Recorded data
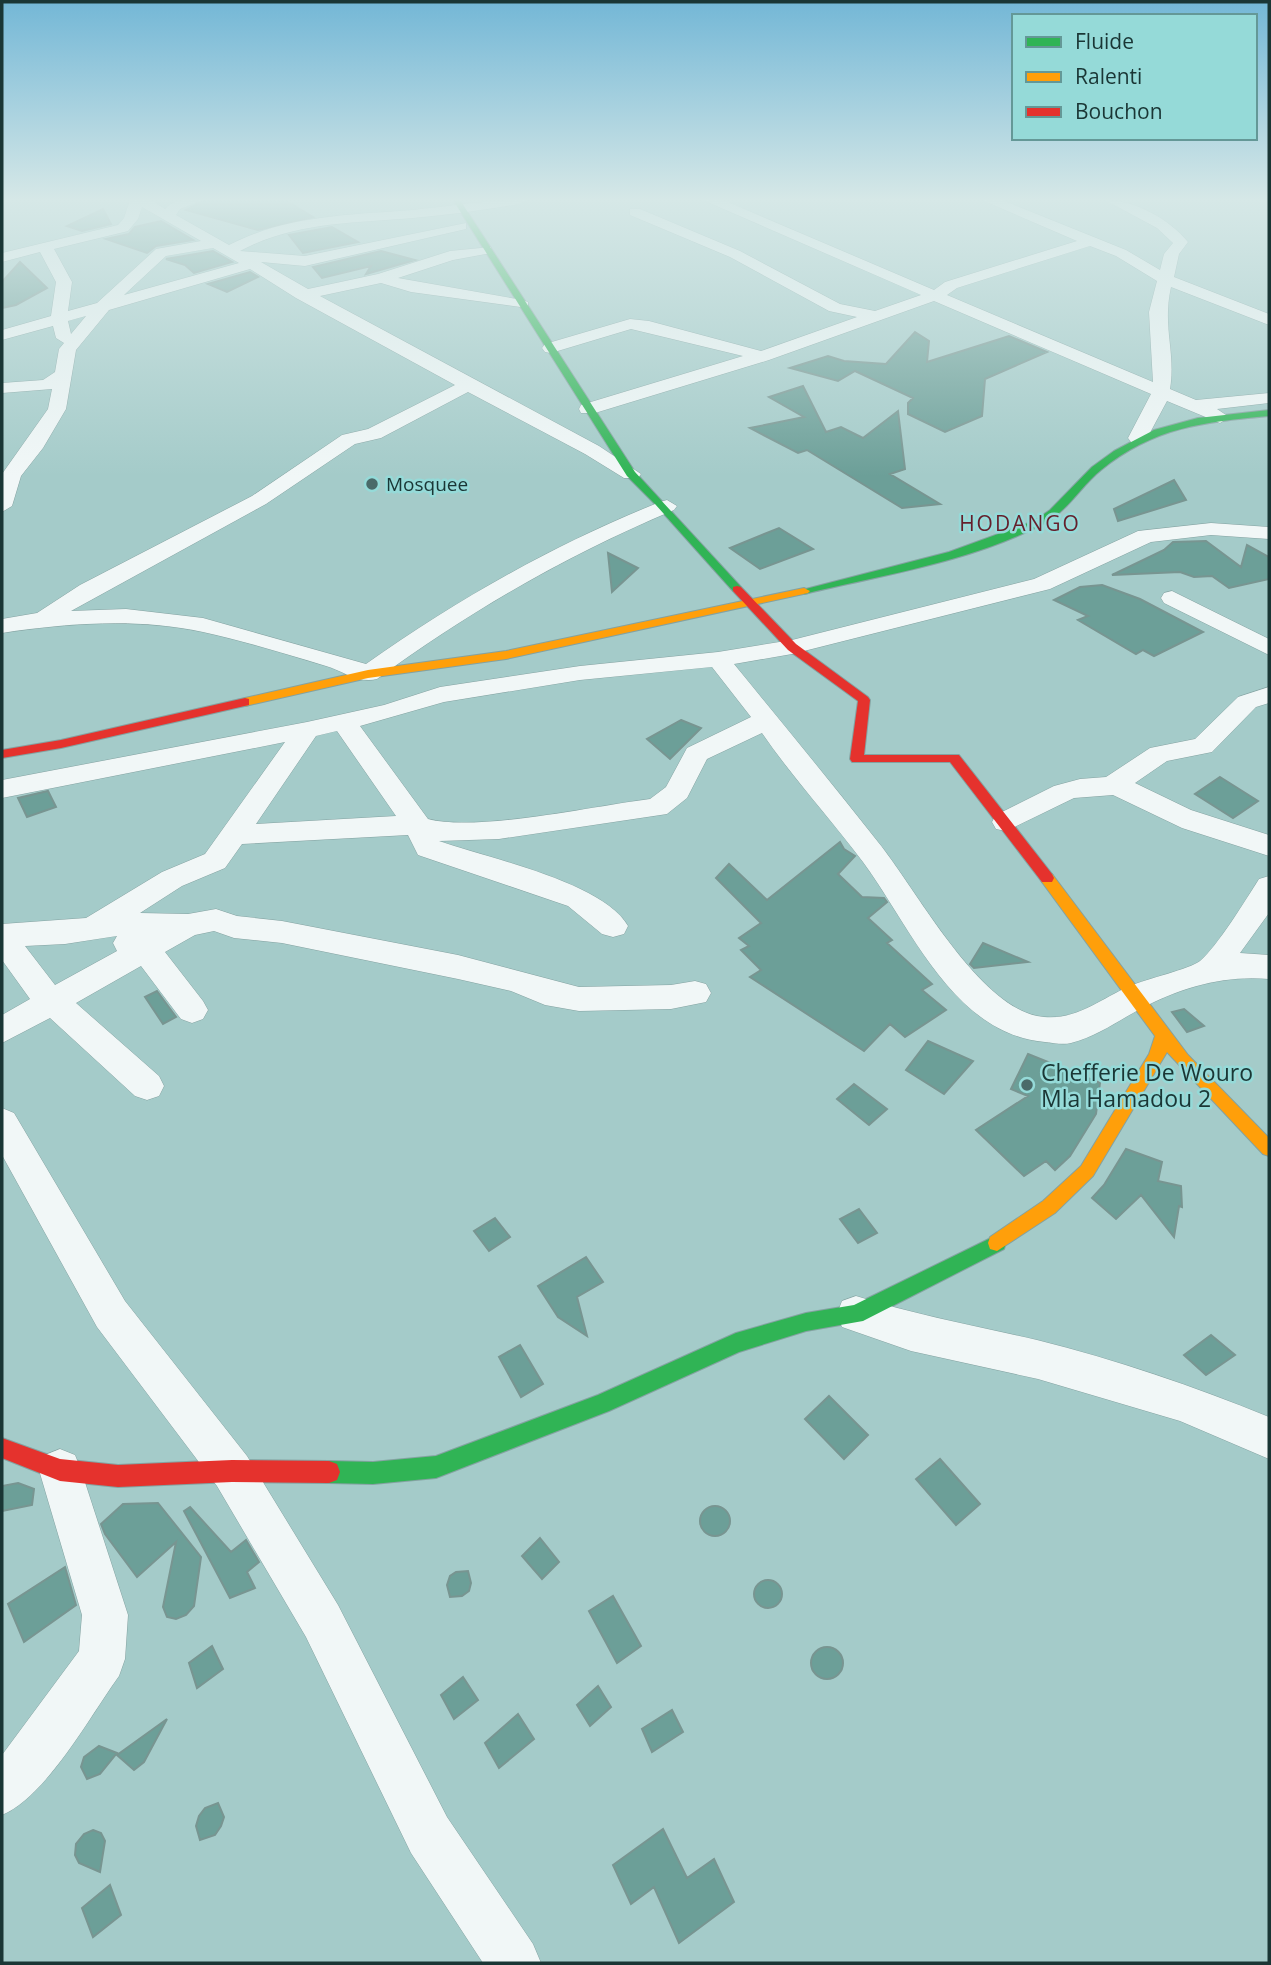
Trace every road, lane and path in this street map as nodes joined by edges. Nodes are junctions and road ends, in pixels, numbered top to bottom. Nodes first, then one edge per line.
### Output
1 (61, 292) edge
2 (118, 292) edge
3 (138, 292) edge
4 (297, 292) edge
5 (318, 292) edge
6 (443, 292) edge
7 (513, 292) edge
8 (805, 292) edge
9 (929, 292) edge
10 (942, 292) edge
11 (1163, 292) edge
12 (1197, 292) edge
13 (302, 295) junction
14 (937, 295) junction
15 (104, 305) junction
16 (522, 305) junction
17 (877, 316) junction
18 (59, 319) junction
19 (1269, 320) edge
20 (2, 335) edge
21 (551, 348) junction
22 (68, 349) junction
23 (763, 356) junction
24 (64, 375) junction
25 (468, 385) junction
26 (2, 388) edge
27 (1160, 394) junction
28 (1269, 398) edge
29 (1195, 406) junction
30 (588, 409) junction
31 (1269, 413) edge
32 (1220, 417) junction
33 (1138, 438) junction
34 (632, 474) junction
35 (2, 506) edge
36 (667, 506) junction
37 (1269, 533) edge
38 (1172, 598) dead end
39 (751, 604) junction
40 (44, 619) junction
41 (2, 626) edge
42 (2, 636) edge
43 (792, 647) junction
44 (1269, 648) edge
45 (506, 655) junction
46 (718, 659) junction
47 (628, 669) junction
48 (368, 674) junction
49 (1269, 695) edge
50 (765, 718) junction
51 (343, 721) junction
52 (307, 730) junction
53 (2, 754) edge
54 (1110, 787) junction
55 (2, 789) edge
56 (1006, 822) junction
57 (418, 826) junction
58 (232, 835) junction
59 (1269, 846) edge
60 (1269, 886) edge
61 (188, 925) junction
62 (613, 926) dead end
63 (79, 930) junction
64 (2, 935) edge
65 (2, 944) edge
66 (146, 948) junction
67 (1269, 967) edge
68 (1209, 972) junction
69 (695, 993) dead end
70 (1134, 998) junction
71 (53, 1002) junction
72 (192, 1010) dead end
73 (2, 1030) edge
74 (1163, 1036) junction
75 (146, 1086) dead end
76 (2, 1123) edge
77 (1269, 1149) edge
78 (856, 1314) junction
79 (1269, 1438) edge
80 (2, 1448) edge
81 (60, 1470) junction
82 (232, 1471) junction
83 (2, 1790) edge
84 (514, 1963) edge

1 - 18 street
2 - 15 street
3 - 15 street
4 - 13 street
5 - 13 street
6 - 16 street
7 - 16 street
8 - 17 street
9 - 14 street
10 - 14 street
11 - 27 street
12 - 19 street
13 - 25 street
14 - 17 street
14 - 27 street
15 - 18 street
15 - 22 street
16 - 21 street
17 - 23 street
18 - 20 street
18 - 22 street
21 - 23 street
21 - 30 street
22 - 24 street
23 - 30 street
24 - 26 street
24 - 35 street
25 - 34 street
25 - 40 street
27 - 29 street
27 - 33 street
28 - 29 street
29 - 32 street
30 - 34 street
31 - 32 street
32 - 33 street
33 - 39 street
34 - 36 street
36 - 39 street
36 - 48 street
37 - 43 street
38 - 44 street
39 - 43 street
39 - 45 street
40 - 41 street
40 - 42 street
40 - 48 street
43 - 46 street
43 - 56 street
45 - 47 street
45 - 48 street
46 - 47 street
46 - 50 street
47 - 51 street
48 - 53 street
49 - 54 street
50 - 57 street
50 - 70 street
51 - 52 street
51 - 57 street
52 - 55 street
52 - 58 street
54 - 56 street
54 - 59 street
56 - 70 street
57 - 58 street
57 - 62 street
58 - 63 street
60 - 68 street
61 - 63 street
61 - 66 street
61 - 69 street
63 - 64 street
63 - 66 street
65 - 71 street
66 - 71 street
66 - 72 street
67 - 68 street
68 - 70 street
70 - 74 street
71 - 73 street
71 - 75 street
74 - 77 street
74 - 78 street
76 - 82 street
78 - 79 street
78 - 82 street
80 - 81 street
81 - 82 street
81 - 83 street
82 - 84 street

WHAT IS BEING ASKED: Since the pictures are not wanted, write out the rest of the data exactly as it reads.

FINISHED TASK:
Trace every road, lane and path in this street map as nodes joined by edges. Nodes are junctions and road ends, in pixels, numbered top to bottom. Nodes first, then one edge per line.
### Output
1 (61, 292) edge
2 (118, 292) edge
3 (138, 292) edge
4 (297, 292) edge
5 (318, 292) edge
6 (443, 292) edge
7 (513, 292) edge
8 (805, 292) edge
9 (929, 292) edge
10 (942, 292) edge
11 (1163, 292) edge
12 (1197, 292) edge
13 (302, 295) junction
14 (937, 295) junction
15 (104, 305) junction
16 (522, 305) junction
17 (877, 316) junction
18 (59, 319) junction
19 (1269, 320) edge
20 (2, 335) edge
21 (551, 348) junction
22 (68, 349) junction
23 (763, 356) junction
24 (64, 375) junction
25 (468, 385) junction
26 (2, 388) edge
27 (1160, 394) junction
28 (1269, 398) edge
29 (1195, 406) junction
30 (588, 409) junction
31 (1269, 413) edge
32 (1220, 417) junction
33 (1138, 438) junction
34 (632, 474) junction
35 (2, 506) edge
36 (667, 506) junction
37 (1269, 533) edge
38 (1172, 598) dead end
39 (751, 604) junction
40 (44, 619) junction
41 (2, 626) edge
42 (2, 636) edge
43 (792, 647) junction
44 (1269, 648) edge
45 (506, 655) junction
46 (718, 659) junction
47 (628, 669) junction
48 (368, 674) junction
49 (1269, 695) edge
50 (765, 718) junction
51 (343, 721) junction
52 (307, 730) junction
53 (2, 754) edge
54 (1110, 787) junction
55 (2, 789) edge
56 (1006, 822) junction
57 (418, 826) junction
58 (232, 835) junction
59 (1269, 846) edge
60 (1269, 886) edge
61 (188, 925) junction
62 (613, 926) dead end
63 (79, 930) junction
64 (2, 935) edge
65 (2, 944) edge
66 (146, 948) junction
67 (1269, 967) edge
68 (1209, 972) junction
69 (695, 993) dead end
70 (1134, 998) junction
71 (53, 1002) junction
72 (192, 1010) dead end
73 (2, 1030) edge
74 (1163, 1036) junction
75 (146, 1086) dead end
76 (2, 1123) edge
77 (1269, 1149) edge
78 (856, 1314) junction
79 (1269, 1438) edge
80 (2, 1448) edge
81 (60, 1470) junction
82 (232, 1471) junction
83 (2, 1790) edge
84 (514, 1963) edge

1 - 18 street
2 - 15 street
3 - 15 street
4 - 13 street
5 - 13 street
6 - 16 street
7 - 16 street
8 - 17 street
9 - 14 street
10 - 14 street
11 - 27 street
12 - 19 street
13 - 25 street
14 - 17 street
14 - 27 street
15 - 18 street
15 - 22 street
16 - 21 street
17 - 23 street
18 - 20 street
18 - 22 street
21 - 23 street
21 - 30 street
22 - 24 street
23 - 30 street
24 - 26 street
24 - 35 street
25 - 34 street
25 - 40 street
27 - 29 street
27 - 33 street
28 - 29 street
29 - 32 street
30 - 34 street
31 - 32 street
32 - 33 street
33 - 39 street
34 - 36 street
36 - 39 street
36 - 48 street
37 - 43 street
38 - 44 street
39 - 43 street
39 - 45 street
40 - 41 street
40 - 42 street
40 - 48 street
43 - 46 street
43 - 56 street
45 - 47 street
45 - 48 street
46 - 47 street
46 - 50 street
47 - 51 street
48 - 53 street
49 - 54 street
50 - 57 street
50 - 70 street
51 - 52 street
51 - 57 street
52 - 55 street
52 - 58 street
54 - 56 street
54 - 59 street
56 - 70 street
57 - 58 street
57 - 62 street
58 - 63 street
60 - 68 street
61 - 63 street
61 - 66 street
61 - 69 street
63 - 64 street
63 - 66 street
65 - 71 street
66 - 71 street
66 - 72 street
67 - 68 street
68 - 70 street
70 - 74 street
71 - 73 street
71 - 75 street
74 - 77 street
74 - 78 street
76 - 82 street
78 - 79 street
78 - 82 street
80 - 81 street
81 - 82 street
81 - 83 street
82 - 84 street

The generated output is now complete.